The current Polaris-DV (domestic violence) outcomes system includes assessment, reporting and analytic components that produce detailed case and program level data to support clinical care. The training module, now under development, will provide online tutorials and support for physicians and caseworkers in large medical and public sector systems.
“Medical professionals are often not adequately trained on what to look for as “hidden” signs of abuse or they may not comprehend the far-reaching impact of violence on a woman’s psychological status and health care decisions,” said Dr. Linda Toche-Manley, Ph.D., vice president of Polaris. “The enhanced Polaris-DV system will provide much-needed support, while also systematically collecting data to address behavioral health problems that impact health care costs and long-term outcomes for women.”
Physicians and allied caseworkers will view patient reenactments that illustrate the various presentations of abuse, and will learn the “pearls of wisdom” designed to improve the quality of clinical care. The training component will also contain modules to support collaboration between domestic violence and child welfare agencies, as well as between the medical and public sectors.

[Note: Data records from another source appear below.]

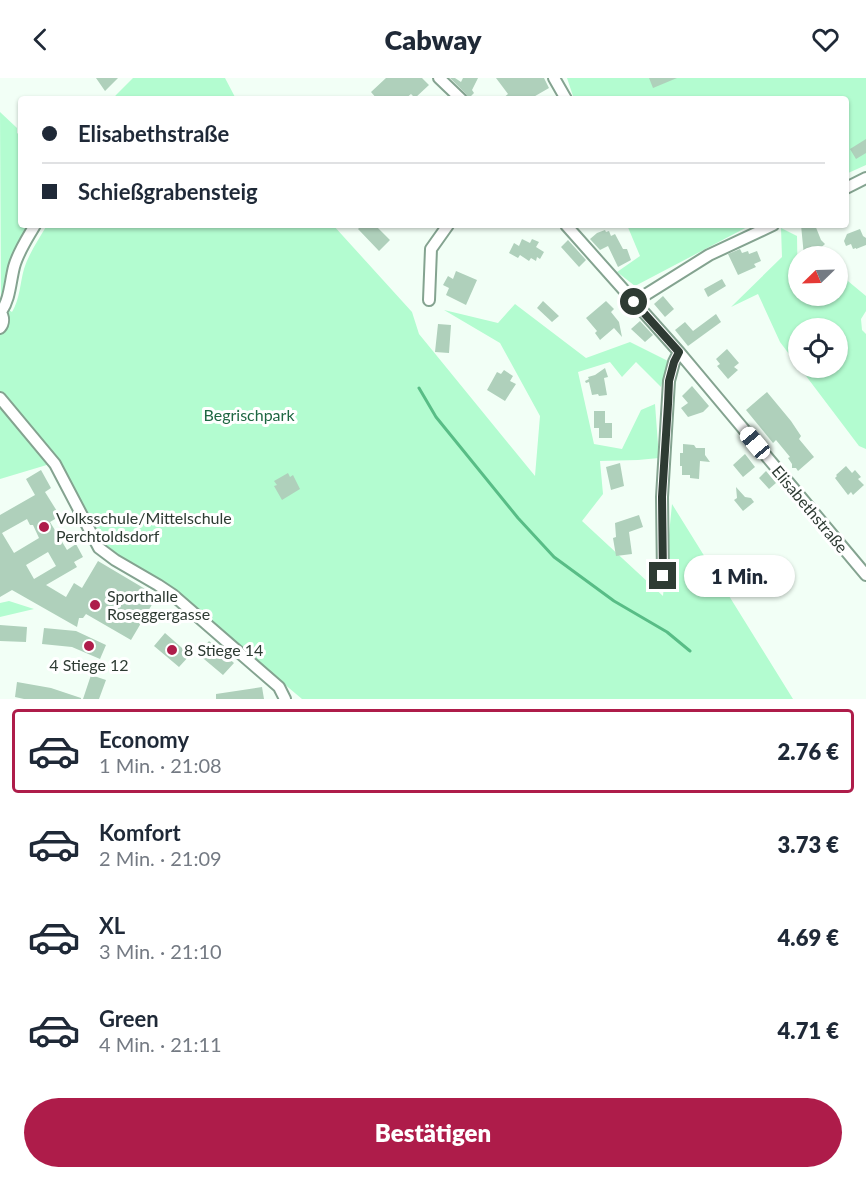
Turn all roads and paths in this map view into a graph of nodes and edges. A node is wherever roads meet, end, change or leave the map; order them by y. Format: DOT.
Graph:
graph roads {
  1 [pos="440,78"];
  2 [pos="554,78"];
  3 [pos="458,96"];
  4 [pos="564,96"];
  5 [pos="866,178"];
  6 [pos="849,186"];
  7 [pos="33,228"];
  8 [pos="446,228"];
  9 [pos="569,228"];
  10 [pos="767,228"];
  11 [pos="429,300"];
  12 [pos="634,302"];
  13 [pos="0,312"];
  14 [pos="0,328"];
  15 [pos="679,352"];
  16 [pos="0,398"];
  17 [pos="866,575"];
  18 [pos="663,576"];
  19 [pos="285,699"];
  1 -- 3 [label="street"];
  2 -- 4 [label="street"];
  5 -- 6 [label="street"];
  7 -- 13 [label="street"];
  8 -- 11 [label="street"];
  9 -- 12 [label="street, Elisabethstraße"];
  10 -- 12 [label="street"];
  12 -- 15 [label="street, Elisabethstraße"];
  13 -- 14 [label="street"];
  15 -- 17 [label="street, Elisabethstraße"];
  15 -- 18 [label="street"];
  16 -- 19 [label="street"];
}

“This kind of comprehensive system is critical if the field is to move beyond screening for domestic violence once a year and towards the effective treatment of abuse,” said Toche-Manley. “With up to two-thirds of abused women experiencing the distressing symptoms of post-traumatic stress disorder, we cannot afford to ignore this tragic public health issue.”
This project was supported by Award Number 2R44HD054079-02 from the National Institute of Child Health and Human Development. The content is solely the responsibility of the authors and does not necessarily represent the official views of the National Institute of Child Health and Human Development or the National Institutes of Health.